**Assignment:** Your task is to copy the lines of the data below from the line holding "options.set_hint_metrics(cairo.HINT_METRICS_OFF)" through the line holding "cr.new_sub_path()", inclusive, exactly and with nothing added.

**Records shown:**

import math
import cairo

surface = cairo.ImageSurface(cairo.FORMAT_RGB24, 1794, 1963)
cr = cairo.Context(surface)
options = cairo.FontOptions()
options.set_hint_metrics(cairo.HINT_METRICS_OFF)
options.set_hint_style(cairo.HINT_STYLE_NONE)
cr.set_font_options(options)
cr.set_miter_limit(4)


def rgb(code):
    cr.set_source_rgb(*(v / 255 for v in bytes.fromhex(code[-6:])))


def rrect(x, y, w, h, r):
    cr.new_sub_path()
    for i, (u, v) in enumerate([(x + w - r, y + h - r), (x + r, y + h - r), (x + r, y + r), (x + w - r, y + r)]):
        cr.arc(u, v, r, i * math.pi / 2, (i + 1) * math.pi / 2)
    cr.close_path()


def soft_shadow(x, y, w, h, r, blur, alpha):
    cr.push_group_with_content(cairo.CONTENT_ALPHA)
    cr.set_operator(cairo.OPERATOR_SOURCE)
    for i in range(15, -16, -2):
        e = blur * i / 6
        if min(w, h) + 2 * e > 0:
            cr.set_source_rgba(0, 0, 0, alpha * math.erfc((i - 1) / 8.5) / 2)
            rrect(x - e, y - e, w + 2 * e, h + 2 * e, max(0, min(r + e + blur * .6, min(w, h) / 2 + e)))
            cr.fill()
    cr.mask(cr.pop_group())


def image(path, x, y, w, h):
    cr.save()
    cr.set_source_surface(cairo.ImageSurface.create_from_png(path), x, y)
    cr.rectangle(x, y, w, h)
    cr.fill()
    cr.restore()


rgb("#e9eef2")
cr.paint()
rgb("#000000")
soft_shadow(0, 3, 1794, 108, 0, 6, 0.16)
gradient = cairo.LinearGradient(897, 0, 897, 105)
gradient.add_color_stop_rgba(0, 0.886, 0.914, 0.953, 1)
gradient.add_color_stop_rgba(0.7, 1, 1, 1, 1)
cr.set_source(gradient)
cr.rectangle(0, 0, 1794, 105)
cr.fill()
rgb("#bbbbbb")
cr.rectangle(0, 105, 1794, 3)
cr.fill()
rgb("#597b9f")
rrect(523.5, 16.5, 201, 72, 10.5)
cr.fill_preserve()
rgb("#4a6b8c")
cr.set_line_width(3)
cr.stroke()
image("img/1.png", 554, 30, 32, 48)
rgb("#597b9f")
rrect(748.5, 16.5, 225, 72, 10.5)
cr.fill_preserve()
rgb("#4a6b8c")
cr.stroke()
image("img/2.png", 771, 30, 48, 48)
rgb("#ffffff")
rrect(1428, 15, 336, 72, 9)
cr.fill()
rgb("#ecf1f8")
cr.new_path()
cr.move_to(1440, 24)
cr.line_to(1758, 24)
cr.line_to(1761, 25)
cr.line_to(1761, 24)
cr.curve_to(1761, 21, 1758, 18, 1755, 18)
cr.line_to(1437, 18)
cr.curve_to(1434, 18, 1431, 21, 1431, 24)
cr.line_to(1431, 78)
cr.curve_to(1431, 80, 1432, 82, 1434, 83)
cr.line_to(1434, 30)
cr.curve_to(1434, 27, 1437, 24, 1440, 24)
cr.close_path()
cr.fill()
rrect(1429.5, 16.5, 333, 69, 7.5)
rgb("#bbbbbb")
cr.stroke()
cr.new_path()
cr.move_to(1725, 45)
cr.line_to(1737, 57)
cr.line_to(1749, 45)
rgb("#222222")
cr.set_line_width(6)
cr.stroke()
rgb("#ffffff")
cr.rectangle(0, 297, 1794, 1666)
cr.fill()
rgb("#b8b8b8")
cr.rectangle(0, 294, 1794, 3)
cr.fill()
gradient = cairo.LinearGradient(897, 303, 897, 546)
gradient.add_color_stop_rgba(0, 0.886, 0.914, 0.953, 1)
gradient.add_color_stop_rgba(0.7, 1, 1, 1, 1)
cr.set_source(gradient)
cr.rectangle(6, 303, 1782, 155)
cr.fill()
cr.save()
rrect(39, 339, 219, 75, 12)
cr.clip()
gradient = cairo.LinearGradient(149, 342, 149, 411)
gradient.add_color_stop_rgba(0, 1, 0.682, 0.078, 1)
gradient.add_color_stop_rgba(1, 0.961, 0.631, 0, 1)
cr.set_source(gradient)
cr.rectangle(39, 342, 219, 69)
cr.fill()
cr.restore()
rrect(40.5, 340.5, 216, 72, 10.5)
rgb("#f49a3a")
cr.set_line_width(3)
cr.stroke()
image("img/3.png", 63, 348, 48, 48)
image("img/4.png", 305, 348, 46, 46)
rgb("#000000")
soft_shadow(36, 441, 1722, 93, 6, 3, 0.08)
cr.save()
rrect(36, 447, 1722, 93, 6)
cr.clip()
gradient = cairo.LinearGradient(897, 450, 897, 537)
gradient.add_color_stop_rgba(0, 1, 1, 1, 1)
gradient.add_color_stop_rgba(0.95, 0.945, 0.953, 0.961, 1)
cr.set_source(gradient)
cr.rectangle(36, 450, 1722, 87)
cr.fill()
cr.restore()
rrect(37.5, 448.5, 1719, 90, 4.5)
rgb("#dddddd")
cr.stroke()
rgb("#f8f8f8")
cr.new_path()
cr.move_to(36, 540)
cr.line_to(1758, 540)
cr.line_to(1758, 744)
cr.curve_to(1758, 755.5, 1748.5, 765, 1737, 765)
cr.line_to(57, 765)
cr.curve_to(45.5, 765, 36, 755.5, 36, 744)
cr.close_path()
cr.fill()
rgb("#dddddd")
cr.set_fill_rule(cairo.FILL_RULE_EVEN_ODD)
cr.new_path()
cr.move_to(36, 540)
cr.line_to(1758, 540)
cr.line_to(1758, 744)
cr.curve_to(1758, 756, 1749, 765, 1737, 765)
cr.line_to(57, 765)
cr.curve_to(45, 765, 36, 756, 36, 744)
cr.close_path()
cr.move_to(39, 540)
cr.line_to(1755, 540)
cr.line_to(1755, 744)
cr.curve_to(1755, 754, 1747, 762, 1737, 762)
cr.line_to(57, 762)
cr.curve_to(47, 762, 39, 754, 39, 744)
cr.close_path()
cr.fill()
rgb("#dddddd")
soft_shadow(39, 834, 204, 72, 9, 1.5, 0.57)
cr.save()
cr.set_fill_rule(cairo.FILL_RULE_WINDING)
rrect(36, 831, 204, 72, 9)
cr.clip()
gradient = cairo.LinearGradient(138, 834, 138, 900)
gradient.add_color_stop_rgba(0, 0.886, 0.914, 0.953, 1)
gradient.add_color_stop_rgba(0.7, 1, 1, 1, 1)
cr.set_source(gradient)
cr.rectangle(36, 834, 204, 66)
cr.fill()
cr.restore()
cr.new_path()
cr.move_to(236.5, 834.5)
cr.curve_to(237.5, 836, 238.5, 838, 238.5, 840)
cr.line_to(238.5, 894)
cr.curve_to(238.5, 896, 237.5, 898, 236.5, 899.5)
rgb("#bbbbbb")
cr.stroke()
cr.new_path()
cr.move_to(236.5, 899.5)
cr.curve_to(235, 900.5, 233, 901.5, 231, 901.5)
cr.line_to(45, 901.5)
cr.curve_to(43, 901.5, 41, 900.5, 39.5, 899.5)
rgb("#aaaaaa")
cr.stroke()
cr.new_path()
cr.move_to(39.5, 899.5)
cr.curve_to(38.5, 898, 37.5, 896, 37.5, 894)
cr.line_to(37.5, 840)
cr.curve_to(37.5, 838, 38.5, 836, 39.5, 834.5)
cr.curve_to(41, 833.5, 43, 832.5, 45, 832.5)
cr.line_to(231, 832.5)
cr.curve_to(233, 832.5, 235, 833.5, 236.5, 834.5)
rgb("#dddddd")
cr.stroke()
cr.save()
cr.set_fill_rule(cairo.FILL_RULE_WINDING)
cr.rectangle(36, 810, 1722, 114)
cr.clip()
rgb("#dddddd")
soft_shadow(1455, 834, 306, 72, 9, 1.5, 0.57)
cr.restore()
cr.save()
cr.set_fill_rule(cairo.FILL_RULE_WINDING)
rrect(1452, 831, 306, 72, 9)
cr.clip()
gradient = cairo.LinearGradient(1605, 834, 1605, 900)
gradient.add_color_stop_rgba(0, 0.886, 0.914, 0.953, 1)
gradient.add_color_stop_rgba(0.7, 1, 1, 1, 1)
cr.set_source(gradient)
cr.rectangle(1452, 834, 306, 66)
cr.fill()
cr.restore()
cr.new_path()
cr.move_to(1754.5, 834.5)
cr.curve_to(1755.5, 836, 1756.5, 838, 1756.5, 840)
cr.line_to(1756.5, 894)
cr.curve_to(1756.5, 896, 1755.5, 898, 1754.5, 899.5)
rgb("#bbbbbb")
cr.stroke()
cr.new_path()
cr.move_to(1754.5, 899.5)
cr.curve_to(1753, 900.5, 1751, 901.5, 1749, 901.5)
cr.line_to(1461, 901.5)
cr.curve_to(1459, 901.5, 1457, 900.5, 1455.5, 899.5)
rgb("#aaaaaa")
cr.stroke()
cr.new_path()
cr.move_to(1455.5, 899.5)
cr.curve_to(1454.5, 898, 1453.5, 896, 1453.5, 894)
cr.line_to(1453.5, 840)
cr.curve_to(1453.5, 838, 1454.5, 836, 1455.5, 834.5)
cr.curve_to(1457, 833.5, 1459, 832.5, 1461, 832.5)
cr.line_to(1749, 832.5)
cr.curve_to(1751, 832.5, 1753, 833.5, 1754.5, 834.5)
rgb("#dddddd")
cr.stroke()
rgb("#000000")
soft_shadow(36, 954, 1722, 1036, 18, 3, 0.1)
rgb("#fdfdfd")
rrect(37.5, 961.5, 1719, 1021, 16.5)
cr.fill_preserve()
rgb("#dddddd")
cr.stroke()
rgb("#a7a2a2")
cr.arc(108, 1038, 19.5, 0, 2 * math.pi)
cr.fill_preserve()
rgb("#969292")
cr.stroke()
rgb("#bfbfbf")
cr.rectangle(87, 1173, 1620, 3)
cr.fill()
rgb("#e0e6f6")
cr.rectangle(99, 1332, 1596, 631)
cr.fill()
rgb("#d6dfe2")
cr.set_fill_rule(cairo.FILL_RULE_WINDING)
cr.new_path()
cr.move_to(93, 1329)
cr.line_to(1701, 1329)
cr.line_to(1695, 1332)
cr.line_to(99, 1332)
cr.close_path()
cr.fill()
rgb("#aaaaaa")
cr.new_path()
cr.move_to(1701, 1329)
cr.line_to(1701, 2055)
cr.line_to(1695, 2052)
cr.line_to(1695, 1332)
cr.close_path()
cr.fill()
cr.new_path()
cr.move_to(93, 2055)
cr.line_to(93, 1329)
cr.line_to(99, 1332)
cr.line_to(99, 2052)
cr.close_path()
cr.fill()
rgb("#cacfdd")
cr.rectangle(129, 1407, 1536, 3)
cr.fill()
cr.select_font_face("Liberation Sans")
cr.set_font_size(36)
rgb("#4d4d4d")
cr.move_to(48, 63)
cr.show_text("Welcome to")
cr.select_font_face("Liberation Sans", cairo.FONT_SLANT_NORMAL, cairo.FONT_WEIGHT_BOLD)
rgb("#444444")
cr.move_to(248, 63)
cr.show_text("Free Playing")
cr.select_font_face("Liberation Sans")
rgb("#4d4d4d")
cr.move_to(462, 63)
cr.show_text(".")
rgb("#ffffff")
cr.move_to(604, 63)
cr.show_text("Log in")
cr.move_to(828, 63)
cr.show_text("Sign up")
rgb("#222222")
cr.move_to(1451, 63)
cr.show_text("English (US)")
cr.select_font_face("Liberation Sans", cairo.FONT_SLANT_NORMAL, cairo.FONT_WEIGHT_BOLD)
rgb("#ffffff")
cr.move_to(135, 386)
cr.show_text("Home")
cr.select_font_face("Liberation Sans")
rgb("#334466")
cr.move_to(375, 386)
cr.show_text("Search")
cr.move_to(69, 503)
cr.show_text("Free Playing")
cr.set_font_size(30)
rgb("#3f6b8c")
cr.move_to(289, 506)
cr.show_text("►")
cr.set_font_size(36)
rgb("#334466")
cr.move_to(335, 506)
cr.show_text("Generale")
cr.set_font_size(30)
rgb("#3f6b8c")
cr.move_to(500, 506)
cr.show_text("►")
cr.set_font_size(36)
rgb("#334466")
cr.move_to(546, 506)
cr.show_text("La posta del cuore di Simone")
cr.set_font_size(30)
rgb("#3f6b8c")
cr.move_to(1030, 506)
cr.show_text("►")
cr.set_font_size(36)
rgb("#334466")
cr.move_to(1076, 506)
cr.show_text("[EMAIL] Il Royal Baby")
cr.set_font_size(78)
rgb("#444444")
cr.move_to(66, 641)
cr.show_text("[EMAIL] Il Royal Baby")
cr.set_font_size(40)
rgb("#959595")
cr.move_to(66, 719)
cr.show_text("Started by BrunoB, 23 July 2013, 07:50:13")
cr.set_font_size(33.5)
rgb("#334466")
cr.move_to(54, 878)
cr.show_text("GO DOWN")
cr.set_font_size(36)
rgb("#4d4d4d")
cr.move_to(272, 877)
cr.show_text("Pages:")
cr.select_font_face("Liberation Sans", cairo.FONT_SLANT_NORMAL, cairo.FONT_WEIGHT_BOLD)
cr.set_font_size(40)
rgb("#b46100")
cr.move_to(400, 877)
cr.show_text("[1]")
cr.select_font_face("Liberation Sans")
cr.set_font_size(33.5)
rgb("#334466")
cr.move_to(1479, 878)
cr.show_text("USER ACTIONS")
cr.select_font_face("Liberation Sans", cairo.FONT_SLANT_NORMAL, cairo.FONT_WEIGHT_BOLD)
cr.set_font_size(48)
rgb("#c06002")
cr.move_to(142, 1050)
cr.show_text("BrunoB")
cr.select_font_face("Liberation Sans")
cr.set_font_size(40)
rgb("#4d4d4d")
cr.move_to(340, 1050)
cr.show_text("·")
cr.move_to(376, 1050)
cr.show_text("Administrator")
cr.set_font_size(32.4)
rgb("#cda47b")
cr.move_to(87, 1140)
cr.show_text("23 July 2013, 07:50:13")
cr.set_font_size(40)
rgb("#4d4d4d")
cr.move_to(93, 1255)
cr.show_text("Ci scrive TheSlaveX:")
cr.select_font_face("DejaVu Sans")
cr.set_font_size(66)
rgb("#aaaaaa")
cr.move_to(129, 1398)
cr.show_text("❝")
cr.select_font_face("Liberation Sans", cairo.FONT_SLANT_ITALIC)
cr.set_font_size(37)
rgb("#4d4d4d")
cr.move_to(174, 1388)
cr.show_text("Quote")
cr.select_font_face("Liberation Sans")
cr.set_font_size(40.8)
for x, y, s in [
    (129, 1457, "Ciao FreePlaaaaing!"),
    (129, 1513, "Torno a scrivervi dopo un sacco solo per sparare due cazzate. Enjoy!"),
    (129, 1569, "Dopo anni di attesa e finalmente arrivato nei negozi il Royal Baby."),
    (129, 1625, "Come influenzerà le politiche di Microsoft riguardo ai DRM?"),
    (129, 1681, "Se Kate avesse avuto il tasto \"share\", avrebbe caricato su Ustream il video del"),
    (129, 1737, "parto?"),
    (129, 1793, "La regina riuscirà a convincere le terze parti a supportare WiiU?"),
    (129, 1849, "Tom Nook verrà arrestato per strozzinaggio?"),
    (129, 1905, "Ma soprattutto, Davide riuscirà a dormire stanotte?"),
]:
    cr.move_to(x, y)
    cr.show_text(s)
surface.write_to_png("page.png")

**Completed exercise:**
options.set_hint_metrics(cairo.HINT_METRICS_OFF)
options.set_hint_style(cairo.HINT_STYLE_NONE)
cr.set_font_options(options)
cr.set_miter_limit(4)


def rgb(code):
    cr.set_source_rgb(*(v / 255 for v in bytes.fromhex(code[-6:])))


def rrect(x, y, w, h, r):
    cr.new_sub_path()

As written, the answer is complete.